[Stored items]

##############################

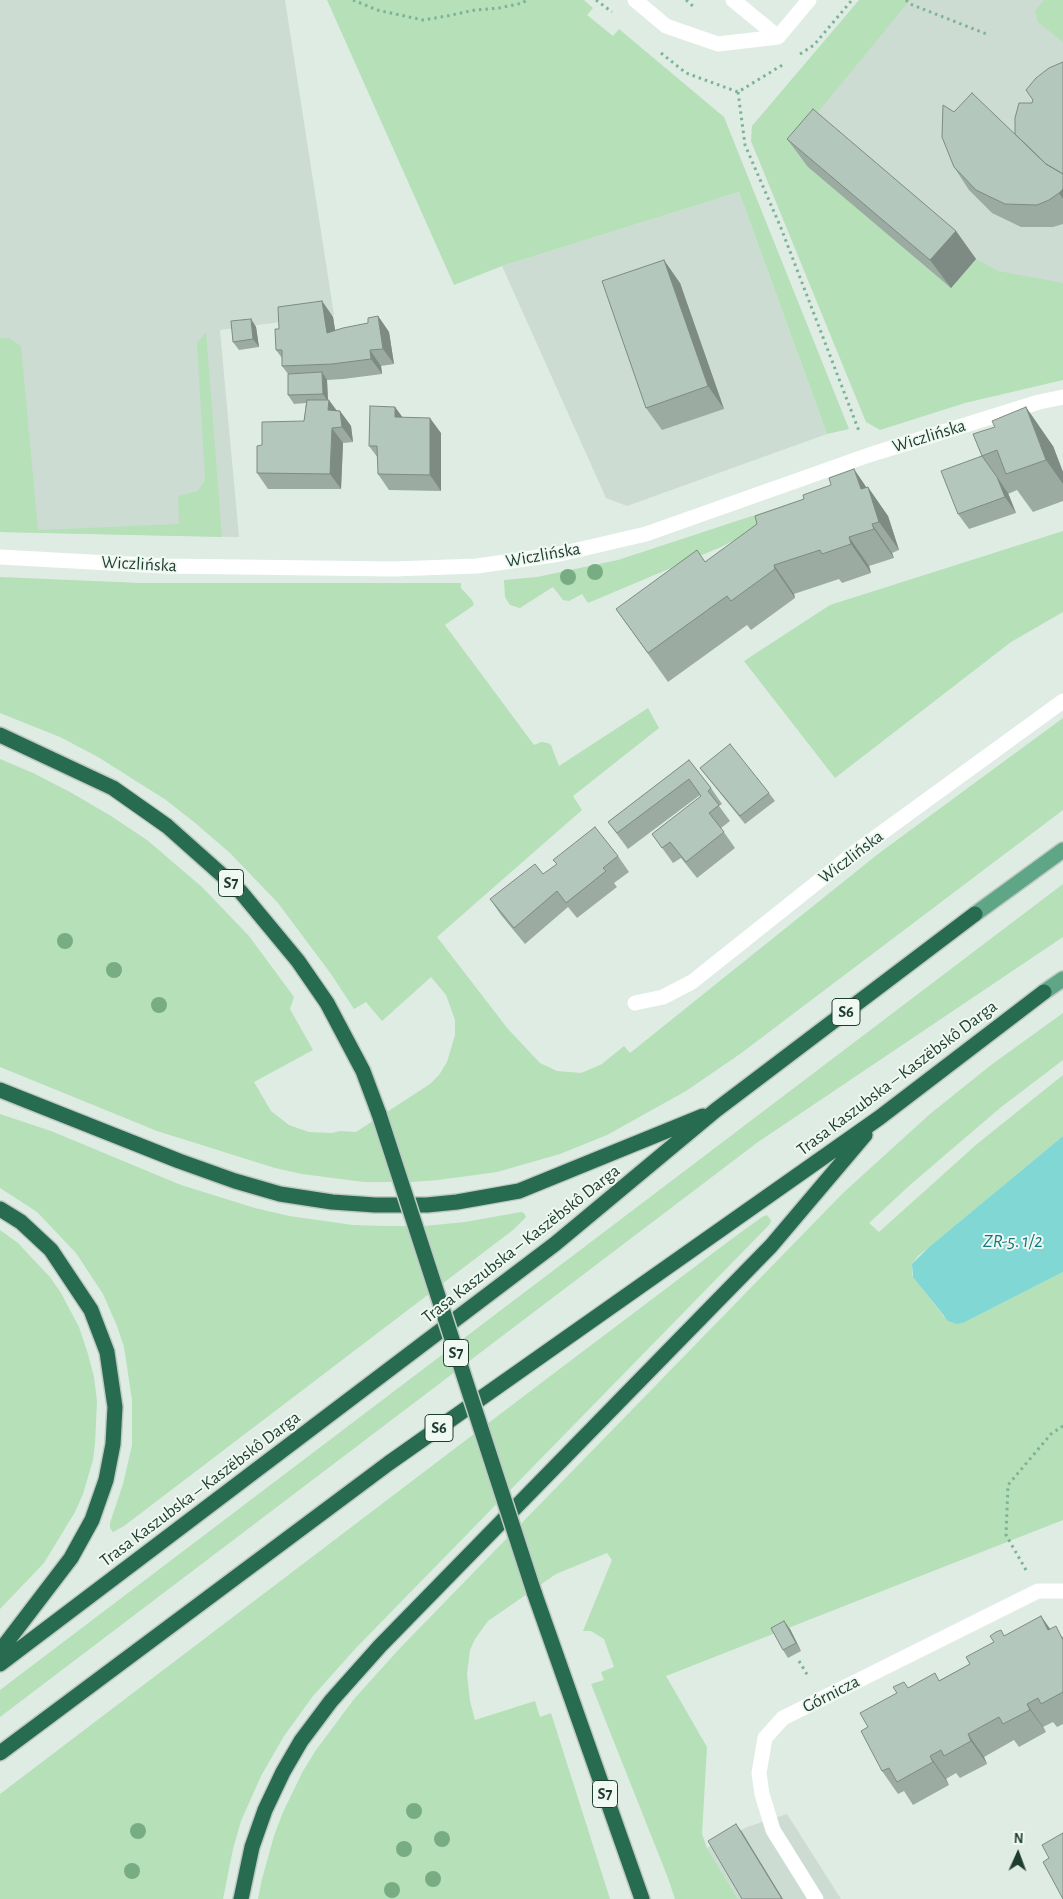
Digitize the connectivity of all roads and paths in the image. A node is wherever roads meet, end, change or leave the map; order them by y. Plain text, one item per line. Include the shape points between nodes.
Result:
1 (353, 0) edge
2 (526, 0) edge
3 (635, 0) edge
4 (733, 0) edge
5 (809, 0) edge
6 (906, 0) edge
7 (989, 35) dead end
8 (778, 37) junction
9 (738, 92) dead end
10 (1063, 397) edge
11 (869, 455) junction
12 (0, 557) edge
13 (1063, 701) edge
14 (0, 735) edge
15 (1063, 850) edge
16 (976, 914) joint
17 (1063, 978) edge
18 (1044, 992) joint
19 (634, 1003) dead end
20 (0, 1090) edge
21 (716, 1110) junction
22 (879, 1118) junction
23 (0, 1209) edge
24 (1063, 1426) edge
25 (1038, 1591) junction
26 (1063, 1592) edge
27 (0, 1650) edge
28 (0, 1664) edge
29 (0, 1753) edge
30 (241, 1899) edge
31 (642, 1899) edge
32 (816, 1899) edge

1 - 2 path via 377,10 423,20 499,8
3 - 8 street via 666,26 718,44
4 - 8 street
5 - 8 street
6 - 7 path
9 - 11 path via 746,144
10 - 11 street, Wiczlińska
11 - 12 street, Wiczlińska via 646,534 560,554 477,566 164,566
13 - 19 street, Wiczlińska via 854,853 692,982 663,997
14 - 31 highway, S7, bridge via 113,788 167,826 240,891 298,961 327,1003 363,1071 379,1114 534,1592
15 - 16 main road, Trasa Kaszubska – Kaszëbskô Darga / S6
16 - 21 highway, Trasa Kaszubska – Kaszëbskô Darga / S6
17 - 18 main road, Trasa Kaszubska – Kaszëbskô Darga / S6
18 - 22 highway, Trasa Kaszubska – Kaszëbskô Darga / S6
20 - 21 highway via 235,1181 280,1194 382,1205 457,1202 519,1191
21 - 28 highway, Trasa Kaszubska – Kaszëbskô Darga / S6 via 555,1244
22 - 29 highway, Trasa Kaszubska – Kaszëbskô Darga / S6 via 388,1463
22 - 30 highway via 771,1246 331,1700 301,1741 265,1810 252,1847
23 - 27 highway via 21,1222 51,1250 91,1310 107,1352 115,1407 113,1444 106,1480 92,1520 71,1558
24 - 25 path via 1051,1434 1008,1485 1006,1535
25 - 26 street, Górnicza
25 - 32 street, Górnicza via 783,1718 765,1738 759,1773 773,1830

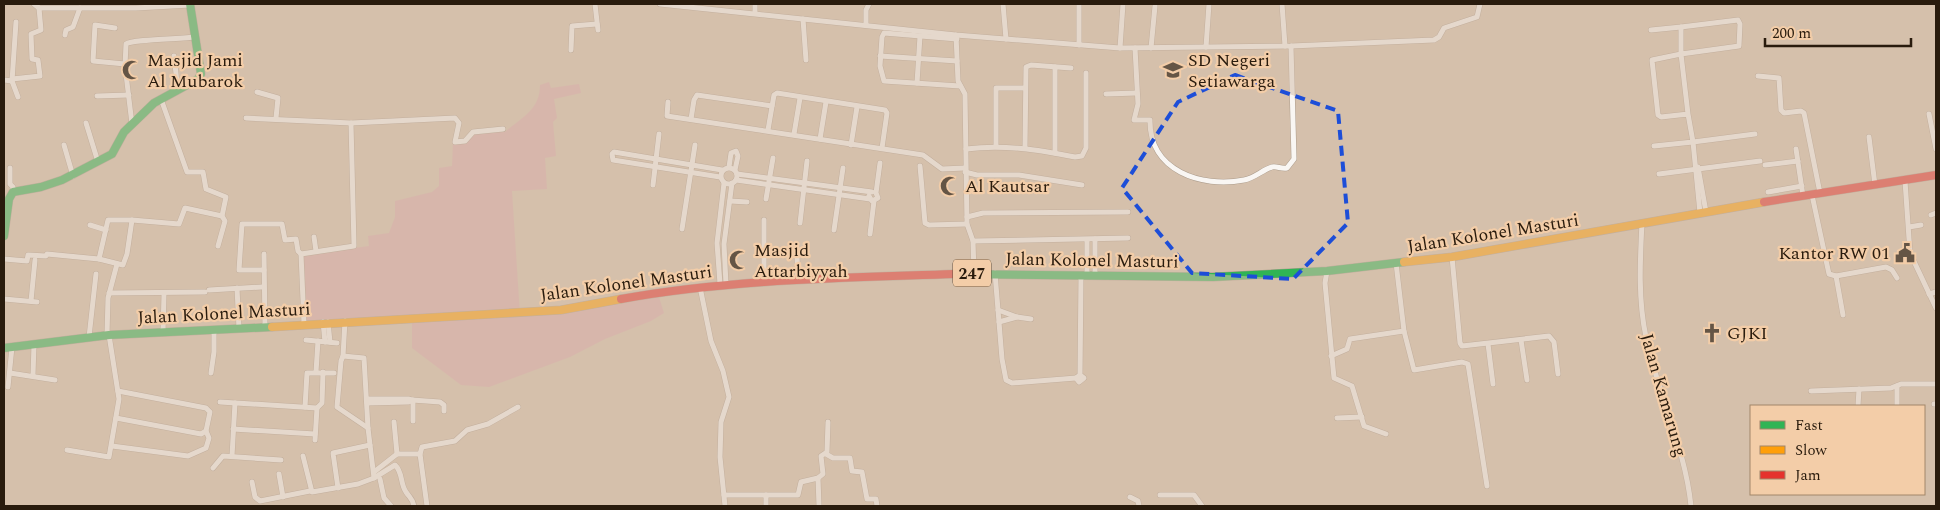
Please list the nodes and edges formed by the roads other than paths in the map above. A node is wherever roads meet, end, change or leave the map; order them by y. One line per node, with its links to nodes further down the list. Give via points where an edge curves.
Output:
1 (34, 4): 14 (street)
2 (190, 4): 15 (street); 25 (main road)
3 (595, 4): 34 (street, via 597,28 572,26)
4 (660, 4): 16 (street)
5 (755, 4): 16 (street)
6 (869, 4): 19 (street)
7 (1004, 4): 27 (street)
8 (1079, 4): 28 (street)
9 (1123, 4): 31 (street)
10 (1209, 4): 30 (street)
11 (1282, 4): 29 (street)
12 (1480, 4): 29 (street, via 1477,17 1444,28 1436,39)
13 (1155, 6): 33 (street)
14 (39, 8): 15 (street); 47 (street, via 41,30 31,34 32,59 38,60 40,76)
15 (80, 8): 23 (street, via 73,27 66,30)
16 (755, 13): 17 (street)
17 (803, 19): 19 (street); 39 (street)
18 (16, 22): 47 (street)
19 (866, 24): 26 (street)
20 (1681, 27): 22 (street); 35 (street); 35 (street, via 1736,20 1740,24 1738,47)
21 (115, 28): 41 (street, via 95,25 93,61)
22 (1651, 30)
23 (65, 36)
24 (920, 36): 26 (street); 37 (street, via 884,33); 38 (street)
25 (195, 37): 41 (street, via 129,41 125,47); 51 (main road, via 200,77)
26 (956, 37): 27 (street); 40 (street)
27 (1006, 39): 28 (street)
28 (1080, 45): 31 (street)
29 (1288, 46): 30 (street); 53 (street, via 1294,111 1294,159 1283,169 1274,166 1242,180 1190,178 1176,171 1157,152 1150,120 1134,120)
30 (1206, 47): 33 (street)
31 (1120, 48): 32 (street)
32 (1136, 48): 33 (street); 53 (street)
33 (1151, 48)
34 (571, 50)
35 (1681, 54): 64 (street); 64 (street, via 1657,58 1652,62 1659,116)
36 (174, 56): 51 (street)
37 (880, 56): 38 (street); 48 (street, via 884,81)
38 (919, 58): 40 (street); 48 (street)
39 (806, 60)
40 (957, 61): 49 (street)
41 (125, 64): 55 (street)
42 (1055, 67): 43 (street); 50 (street, via 1028,66); 90 (street)
43 (1071, 68)
44 (1086, 73): 90 (street, via 1085,151 1082,156 1075,157)
45 (1758, 76): 128 (street, via 1780,78 1781,110 1784,113 1804,113)
46 (4, 80): 47 (street)
47 (12, 80): 57 (street)
48 (917, 83): 49 (street)
49 (960, 86): 88 (street, via 965,94)
50 (1025, 88): 83 (street, via 996,88); 85 (street)
51 (178, 91): 59 (main road)
52 (257, 92): 67 (street, via 277,97)
53 (1137, 93): 54 (street)
54 (1106, 94)
55 (128, 95): 56 (street); 71 (street)
56 (97, 96)
57 (18, 98)
58 (800, 98): 61 (street); 62 (street, via 777,93); 75 (street)
59 (161, 99): 71 (main road); 136 (street, via 187,172 203,172 206,189 226,197)
60 (668, 102): 68 (street, via 668,116)
61 (826, 102): 63 (street); 78 (street)
62 (772, 106): 68 (street, via 697,95); 73 (street)
63 (857, 107): 82 (street); 86 (street, via 886,111)
64 (1688, 114): 79 (street)
65 (1929, 114): 89 (street)
66 (246, 118): 67 (street)
67 (276, 118): 69 (street)
68 (691, 119): 73 (street)
69 (351, 123): 72 (street, via 455,118 459,124 455,142 465,141 473,132); 159 (street, via 354,246)
70 (86, 124): 96 (street)
71 (132, 124): 96 (main road, via 124,132 116,151)
72 (503, 129)
73 (768, 130): 75 (street)
74 (659, 134): 92 (street)
75 (794, 134): 78 (street)
76 (1755, 134): 79 (street)
77 (1869, 137): 120 (street)
78 (820, 139): 82 (street)
79 (1693, 142): 84 (street); 105 (street)
80 (64, 145): 111 (street)
81 (695, 145): 98 (street)
82 (852, 145): 86 (street)
83 (996, 146): 85 (street); 88 (street)
84 (1654, 146)
85 (1025, 147): 90 (street)
86 (882, 148): 107 (street, via 923,154 942,169)
87 (1796, 148): 95 (street)
88 (966, 149): 107 (street)
89 (1936, 149)
90 (1055, 153)
91 (773, 158): 114 (street)
92 (657, 159): 98 (street); 100 (street); 100 (street, via 614,152 611,157 613,160)
93 (807, 161): 117 (street)
94 (1760, 161): 105 (street)
95 (1798, 161): 99 (street); 121 (street)
96 (98, 163): 111 (main road)
97 (880, 163): 125 (street)
98 (691, 165): 106 (street); 108 (street)
99 (1765, 165)
100 (656, 166): 108 (street); 118 (street)
101 (920, 166): 144 (street, via 925,224)
102 (729, 167): 106 (street); 113 (street); 113 (street, via 731,153 736,151)
103 (10, 168): 124 (street)
104 (843, 168): 122 (street)
105 (1697, 168): 109 (street); 135 (street)
106 (722, 170): 112 (street)
107 (965, 170): 119 (street, via 977,175 1013,174); 138 (street)
108 (690, 172): 112 (street); 148 (street)
109 (1659, 174)
110 (1936, 175): 115 (main road, Jalan Kolonel Masturi / 247)
111 (73, 176): 124 (main road)
112 (720, 177): 116 (street)
113 (735, 177): 114 (street); 116 (street); 132 (street)
114 (766, 181): 117 (street); 123 (street); 130 (street)
115 (1905, 181): 120 (main road, Jalan Kolonel Masturi / 247); 147 (street)
116 (724, 183): 137 (street)
117 (802, 183): 122 (street); 123 (street)
118 (654, 185)
119 (1082, 185)
120 (1875, 185): 128 (main road, Jalan Kolonel Masturi / 247)
121 (1799, 187): 126 (street); 129 (street)
122 (838, 188): 125 (street); 127 (street)
123 (801, 189): 127 (street); 142 (street)
124 (13, 192): 152 (main road, via 9,199)
125 (874, 192): 131 (street)
126 (1768, 192)
127 (836, 194): 131 (street); 150 (street)
128 (1816, 194): 129 (main road, Jalan Kolonel Masturi / 247); 177 (street, via 1828,270 1829,274)
129 (1800, 196): 135 (main road, Jalan Kolonel Masturi / 247)
130 (766, 199)
131 (872, 200): 151 (street)
132 (730, 201): 133 (street); 139 (street)
133 (747, 202)
134 (1128, 212): 138 (street, via 983,213)
135 (1703, 213): 143 (main road, Jalan Kolonel Masturi / 247)
136 (222, 216): 140 (street, via 185,208 181,224); 158 (street, via 225,221)
137 (720, 217): 139 (street); 181 (street, via 717,243)
138 (967, 217): 144 (street)
139 (728, 218): 181 (street)
140 (132, 220): 149 (street, via 108,220); 170 (street, via 125,263)
141 (764, 220): 180 (street)
142 (800, 223)
143 (1642, 223): 163 (main road, Jalan Kolonel Masturi / 247); 284 (street, Jalan Kamarung, via 1640,295 1645,336 1684,461)
144 (967, 224): 157 (street)
145 (90, 225): 149 (street)
146 (1921, 225): 147 (street)
147 (1909, 227): 188 (street, via 1911,255)
148 (682, 229)
149 (106, 230): 166 (street)
150 (834, 230)
151 (870, 234)
152 (4, 236)
153 (314, 237): 159 (street)
154 (1128, 238): 155 (street)
155 (1095, 239): 156 (street); 168 (street)
156 (1087, 240): 157 (street); 167 (street)
157 (973, 241): 173 (street)
158 (218, 246)
159 (316, 251): 161 (street)
160 (264, 254): 171 (street)
161 (301, 254): 171 (street, via 296,240 285,240 282,224 242,224 239,270); 198 (street)
162 (797, 256): 179 (street)
163 (1452, 257): 169 (main road, Jalan Kolonel Masturi / 247); 211 (street, via 1460,343 1464,347)
164 (4, 259): 166 (street, via 27,261 28,255 46,254)
165 (35, 260): 189 (street, via 34,302)
166 (99, 260): 170 (street)
167 (1087, 260): 168 (street); 176 (street)
168 (1095, 260): 176 (street)
169 (1396, 263): 172 (main road, Jalan Kolonel Masturi / 247); 202 (street)
170 (117, 264): 186 (street)
171 (264, 270): 199 (street)
172 (1327, 271): 176 (main road, Jalan Kolonel Masturi / 247, via 1225,277); 214 (street, via 1325,283)
173 (974, 273): 175 (main road, Jalan Kolonel Masturi / 247); 179 (main road, Jalan Kolonel Masturi / 247)
174 (96, 274): 205 (street)
175 (995, 274): 176 (main road, Jalan Kolonel Masturi / 247); 191 (street)
176 (1088, 275): 197 (street, via 1078,377 1008,382)
177 (1836, 276): 178 (street, via 1886,267); 192 (street)
178 (1897, 278)
179 (798, 281): 180 (main road, Jalan Kolonel Masturi / 247)
180 (764, 282): 181 (main road, Jalan Kolonel Masturi / 247)
181 (723, 284): 182 (main road, Jalan Kolonel Masturi / 247)
182 (700, 286): 195 (main road, Jalan Kolonel Masturi / 247, via 562,310); 270 (street, via 729,397 721,422)
183 (262, 287): 184 (street)
184 (237, 288): 187 (street); 200 (street)
185 (1936, 292): 188 (street)
186 (109, 293): 187 (street); 204 (street)
187 (164, 294): 203 (street)
188 (1929, 294): 190 (street)
189 (4, 299)
190 (1936, 308)
191 (998, 310): 193 (street); 197 (street)
192 (1843, 315)
193 (1017, 317): 194 (street); 197 (street)
194 (1031, 319)
195 (345, 321): 196 (main road, Jalan Kolonel Masturi / 247); 213 (street)
196 (325, 322): 198 (main road, Jalan Kolonel Masturi / 247); 208 (street)
197 (998, 322)
198 (304, 324): 199 (main road, Jalan Kolonel Masturi / 247)
199 (265, 328): 200 (main road, Jalan Kolonel Masturi / 247)
200 (238, 329): 201 (main road, Jalan Kolonel Masturi / 247)
201 (214, 330): 203 (main road, Jalan Kolonel Masturi / 247); 218 (street)
202 (1404, 331): 214 (street, via 1350,339 1347,349); 267 (street, via 1414,370 1462,362 1468,364)
203 (163, 332): 204 (main road, Jalan Kolonel Masturi / 247)
204 (108, 335): 205 (main road, Jalan Kolonel Masturi / 247); 229 (street)
205 (89, 337): 210 (main road, Jalan Kolonel Masturi / 247)
206 (306, 340): 208 (street)
207 (1521, 340): 211 (street); 220 (street, via 1551,337); 223 (street)
208 (324, 342): 209 (street); 215 (street)
209 (337, 343)
210 (34, 344): 212 (main road, Jalan Kolonel Masturi / 247); 221 (street)
211 (1488, 344): 224 (street)
212 (8, 347): 217 (street)
213 (344, 356): 232 (street, via 364,358); 248 (street, via 340,361 337,407)
214 (1331, 356): 241 (street, via 1334,378 1352,386)
215 (316, 372): 216 (street); 237 (street, via 306,375)
216 (323, 372): 219 (street); 239 (street, via 322,403)
217 (10, 373): 221 (street); 227 (street)
218 (211, 373)
219 (334, 373)
220 (1558, 374)
221 (33, 375): 222 (street)
222 (55, 380)
223 (1527, 380)
224 (1493, 384)
225 (1936, 384): 226 (street)
226 (1897, 386): 228 (street); 236 (street)
227 (8, 387)
228 (1859, 389): 230 (street); 235 (street)
229 (118, 391): 242 (street); 251 (street, via 206,408 210,412)
230 (1811, 391)
231 (412, 400): 232 (street); 240 (street, via 440,402); 245 (street)
232 (367, 401): 244 (street)
233 (220, 402): 234 (street)
234 (235, 403): 237 (street); 250 (street)
235 (1858, 405)
236 (1897, 405)
237 (304, 407): 239 (street)
238 (518, 407): 257 (street, via 488,424 467,430 454,441 423,446)
239 (317, 408): 250 (street, via 315,437)
240 (444, 411)
241 (1362, 417): 243 (street); 252 (street, via 1364,426)
242 (116, 418): 251 (street, via 201,434); 254 (street)
243 (1337, 418)
244 (368, 419): 248 (street); 249 (street)
245 (413, 421)
246 (394, 422): 256 (street)
247 (828, 422): 258 (street)
248 (362, 425): 249 (street)
249 (368, 428): 253 (street)
250 (233, 429): 259 (street)
251 (206, 431): 254 (street, via 209,438 206,448 188,456)
252 (1386, 434)
253 (370, 445): 264 (street); 268 (street, via 333,453)
254 (112, 446): 255 (street, via 109,457)
255 (67, 450)
256 (397, 454): 257 (street); 264 (street)
257 (420, 454): 277 (street)
258 (826, 454): 265 (street, via 821,456 823,474); 281 (street, via 833,458 850,458 852,471 862,472 867,499 876,500)
259 (232, 456): 261 (street); 262 (street, via 222,456)
260 (303, 456): 269 (street)
261 (281, 460)
262 (213, 468)
263 (279, 474): 273 (street)
264 (376, 476): 268 (street); 275 (street, via 384,498); 276 (street, via 392,465 398,466 405,492)
265 (818, 478): 271 (street, via 801,482 796,496); 280 (street)
266 (252, 482): 273 (street, via 257,499)
267 (1487, 486)
268 (338, 488): 269 (street)
269 (310, 491): 273 (street)
270 (724, 495): 271 (street); 278 (street)
271 (766, 495): 279 (street)
272 (1160, 495): 283 (street, via 1194,495)
273 (282, 497)
274 (1130, 497): 282 (street, via 1138,501)
275 (391, 506)
276 (414, 506)
277 (427, 506)
278 (725, 506)
279 (766, 506)
280 (819, 506)
281 (877, 506)
282 (1138, 506)
283 (1202, 506)
284 (1691, 506)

##############################

Every line in the data above that contains the word "leave" counts; report how many there are and nothing more.

2